NOTICE:

This Legacy journal article was published in Volume 7, June 1998, and has not been updated since publication. Please use the search facility above to find regularly-updated information about this topic elsewhere on the HEASARC site.

The DSRI Spectrum Röntgen Gamma (SRG) Data Processing Software
M. K. Barfoed Danish Space Research Institute

The SRG satellite*
The SRG satellite is one of the major X-ray satellites in this decade. It is being built under the leadership of the Russian Space Research Institute (IKI) in cooperation with institutes from many European countries and the USA. The scheduled launch date is the end of 1999.
No strong centralized computing approach has been attempted for this project, but forums exist for discussion of common approaches, notably the Technical Implementation Committee (TIC) group. In general, institutes process their own data, and make available to IKI programs for processing the IKI share of data from their instruments. The Center for Astrophysics at Cambridge, Massachusetts will setup an overall archive for the data from the satellite they get rights to.
The DSRI SRG involvement
The Danish Space Research Institute (DSRI) partakes in the SRG-satellite by building the two SODART (SOviet DAnish Röntgen Telescope) x-ray telescopes, 4 detectors (two high energy proportional counters and two low energy proportional counters), plus an objective crystal spectrometer called the BRAGG panel for the selection of very distinct wavelengths of energy. We have a certain share of the data coming from our detectors, and will setup a system for both processing and archiving the DSRI share of data, plus - to the extent wanted - other observers share of data from our detectors. We will also set up a system for processing requests for observations.
2.1 DSRI Data Processing
2.1.1 Basic Philosophy
Our software project is to some extent a 'discount' project - at least compared to other software projects such as the XMM and AXAF. This is not necessarily a weakness, but it has had profound influence on our approach to building the processing system. Keywords have been (and are) simplistic in design, using other people's ideas and methods, using existing software to the extent possible and maintaining modest ambitions.
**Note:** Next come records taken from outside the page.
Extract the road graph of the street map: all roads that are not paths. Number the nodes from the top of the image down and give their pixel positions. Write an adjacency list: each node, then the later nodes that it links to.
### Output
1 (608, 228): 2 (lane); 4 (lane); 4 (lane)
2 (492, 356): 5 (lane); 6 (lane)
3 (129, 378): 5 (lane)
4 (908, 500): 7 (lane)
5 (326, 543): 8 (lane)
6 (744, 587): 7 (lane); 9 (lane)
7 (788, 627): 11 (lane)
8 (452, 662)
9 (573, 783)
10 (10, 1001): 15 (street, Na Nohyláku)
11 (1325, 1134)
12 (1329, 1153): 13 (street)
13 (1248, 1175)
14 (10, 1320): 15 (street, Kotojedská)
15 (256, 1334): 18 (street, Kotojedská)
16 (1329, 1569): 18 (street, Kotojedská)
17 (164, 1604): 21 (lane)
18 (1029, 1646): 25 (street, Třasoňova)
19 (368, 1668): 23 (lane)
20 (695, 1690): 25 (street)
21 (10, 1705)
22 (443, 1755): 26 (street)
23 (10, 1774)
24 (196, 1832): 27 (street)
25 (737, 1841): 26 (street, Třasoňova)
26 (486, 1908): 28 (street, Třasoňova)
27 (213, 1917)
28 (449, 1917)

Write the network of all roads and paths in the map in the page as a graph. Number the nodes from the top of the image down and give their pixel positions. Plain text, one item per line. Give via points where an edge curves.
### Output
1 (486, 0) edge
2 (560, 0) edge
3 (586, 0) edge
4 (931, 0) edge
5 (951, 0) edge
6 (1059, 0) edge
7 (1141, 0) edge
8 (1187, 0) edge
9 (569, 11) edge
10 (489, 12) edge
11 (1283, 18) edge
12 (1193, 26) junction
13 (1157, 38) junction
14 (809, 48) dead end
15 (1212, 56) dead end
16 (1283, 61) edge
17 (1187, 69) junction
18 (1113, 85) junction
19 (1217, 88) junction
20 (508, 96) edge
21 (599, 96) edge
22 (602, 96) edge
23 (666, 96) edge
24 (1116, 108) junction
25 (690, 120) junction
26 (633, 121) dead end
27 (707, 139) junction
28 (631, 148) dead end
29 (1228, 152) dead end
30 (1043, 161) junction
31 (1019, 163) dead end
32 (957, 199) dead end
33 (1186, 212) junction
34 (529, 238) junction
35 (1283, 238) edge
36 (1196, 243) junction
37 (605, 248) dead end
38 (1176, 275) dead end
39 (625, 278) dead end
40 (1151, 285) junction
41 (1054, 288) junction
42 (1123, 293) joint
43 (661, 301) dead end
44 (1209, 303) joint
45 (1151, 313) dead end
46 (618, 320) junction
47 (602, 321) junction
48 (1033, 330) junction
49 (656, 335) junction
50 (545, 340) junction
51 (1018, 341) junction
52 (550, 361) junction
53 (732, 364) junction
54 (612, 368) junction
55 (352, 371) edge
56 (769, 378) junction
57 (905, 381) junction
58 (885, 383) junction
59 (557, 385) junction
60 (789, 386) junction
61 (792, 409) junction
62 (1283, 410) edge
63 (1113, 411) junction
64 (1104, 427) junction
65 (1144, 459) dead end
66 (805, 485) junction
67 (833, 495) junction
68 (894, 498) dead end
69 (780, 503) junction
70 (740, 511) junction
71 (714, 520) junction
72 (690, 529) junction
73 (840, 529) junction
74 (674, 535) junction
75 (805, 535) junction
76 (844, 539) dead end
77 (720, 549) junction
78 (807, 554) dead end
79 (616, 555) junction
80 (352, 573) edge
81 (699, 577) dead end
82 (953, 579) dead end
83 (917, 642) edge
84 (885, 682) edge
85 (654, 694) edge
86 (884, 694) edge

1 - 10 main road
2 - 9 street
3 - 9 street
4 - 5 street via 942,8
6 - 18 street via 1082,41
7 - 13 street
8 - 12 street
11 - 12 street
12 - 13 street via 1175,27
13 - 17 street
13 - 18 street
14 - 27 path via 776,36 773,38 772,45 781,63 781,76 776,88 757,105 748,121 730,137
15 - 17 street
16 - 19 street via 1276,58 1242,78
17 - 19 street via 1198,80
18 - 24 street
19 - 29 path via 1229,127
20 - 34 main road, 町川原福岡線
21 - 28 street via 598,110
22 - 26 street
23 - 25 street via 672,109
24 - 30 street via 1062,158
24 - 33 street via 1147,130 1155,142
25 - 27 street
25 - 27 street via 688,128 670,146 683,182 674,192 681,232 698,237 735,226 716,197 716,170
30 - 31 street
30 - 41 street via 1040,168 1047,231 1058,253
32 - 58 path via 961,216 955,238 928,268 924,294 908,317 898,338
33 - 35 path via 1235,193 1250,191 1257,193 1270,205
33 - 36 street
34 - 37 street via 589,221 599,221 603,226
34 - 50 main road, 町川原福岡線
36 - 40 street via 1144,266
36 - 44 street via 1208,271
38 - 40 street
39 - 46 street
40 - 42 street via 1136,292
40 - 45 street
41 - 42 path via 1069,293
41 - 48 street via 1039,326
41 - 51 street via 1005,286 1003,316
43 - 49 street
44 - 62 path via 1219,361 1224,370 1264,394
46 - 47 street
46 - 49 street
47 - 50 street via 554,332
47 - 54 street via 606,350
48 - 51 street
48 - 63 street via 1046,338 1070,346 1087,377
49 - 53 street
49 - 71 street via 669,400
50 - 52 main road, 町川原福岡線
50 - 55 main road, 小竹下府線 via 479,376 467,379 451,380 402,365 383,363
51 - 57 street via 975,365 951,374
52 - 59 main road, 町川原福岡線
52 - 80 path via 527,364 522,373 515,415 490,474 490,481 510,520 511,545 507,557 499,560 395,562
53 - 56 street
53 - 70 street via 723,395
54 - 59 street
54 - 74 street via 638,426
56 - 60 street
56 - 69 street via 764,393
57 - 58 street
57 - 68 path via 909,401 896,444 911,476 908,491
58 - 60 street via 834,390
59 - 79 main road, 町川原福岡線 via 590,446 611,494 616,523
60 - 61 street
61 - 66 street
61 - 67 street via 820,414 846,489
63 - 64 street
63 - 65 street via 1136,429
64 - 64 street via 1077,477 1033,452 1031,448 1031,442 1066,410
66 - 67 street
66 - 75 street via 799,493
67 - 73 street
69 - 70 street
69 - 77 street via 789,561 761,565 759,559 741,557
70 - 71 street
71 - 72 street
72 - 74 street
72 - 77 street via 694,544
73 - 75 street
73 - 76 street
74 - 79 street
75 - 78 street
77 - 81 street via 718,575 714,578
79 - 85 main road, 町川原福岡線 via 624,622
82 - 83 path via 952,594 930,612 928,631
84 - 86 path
We have had only limited success in trying to involve outside resources in programming, due to limited project management resources.
2.1.2 Main Goals
The main-goals of our software system are:
- To process incoming raw satellite data, plus necessary ancillary data, to form output data in a form suitable for further scientific analysis (notice, that we do not intend to do any scientific analysis as part of the standard analysis. If resources allow for it, we will eventually build scientific analysis in as part of the standard processing).
- To be able to do instrument health analysis and quick look analysis at IKI, where the ground-station will be placed, and a more in depth health analysis at DSRI.
- To archive our share of the data.
For it to be 'suitable for scientific analysis' we intend the output data to be in a form where instrument signatures have been removed, and in a format that may be read by existing analysis software (ftools, IRAF/PROS, XANADU).
We may get up to 320 MB of raw data per day (that's the theoretical maximum, defined by the size of the on-board disks of the 4 detectors). This amount is expected to multiply by at least a factor of p through the system, so a maximum load of 1 GB per day is realistic.
We aim for a minimal load on personnel resources for the daily processing of data (2 operators).
2.1.3 Hardware Platform
We have two types of computers in our processing configuration. One type is the PC, used as EGSE machines (Electronic Ground System Equipment), the others are SUN servers, used for the pipeline processing, archiving etc. of data. We anticipate to acquire one large multi-processor SUN server for handling the daily processing load. We also will acquire a smaller SUN server for the quick look analysis, plus a number of SUN servers for daily analysis at our premises by scientists, both those employed here and those visiting.
Data will be written to CD's and to some extent to 8 mm tapes. CD's have been chosen due to the widespread use of CD drives.
2.1.4 Software
Given the main hardware platform, the obvious operating system to choose is Solaris 2, though we will consider updating this if and when SUN announces their next operating system update (which is likely to be some kind of Java-based system). Other software issues can be summarized as follows:

(i) C and FORTRAN have been chosen as programming languages. We considered going directly to C++, but felt that we lacked sufficiently broad expertise, and preferred to stick to the better known languages.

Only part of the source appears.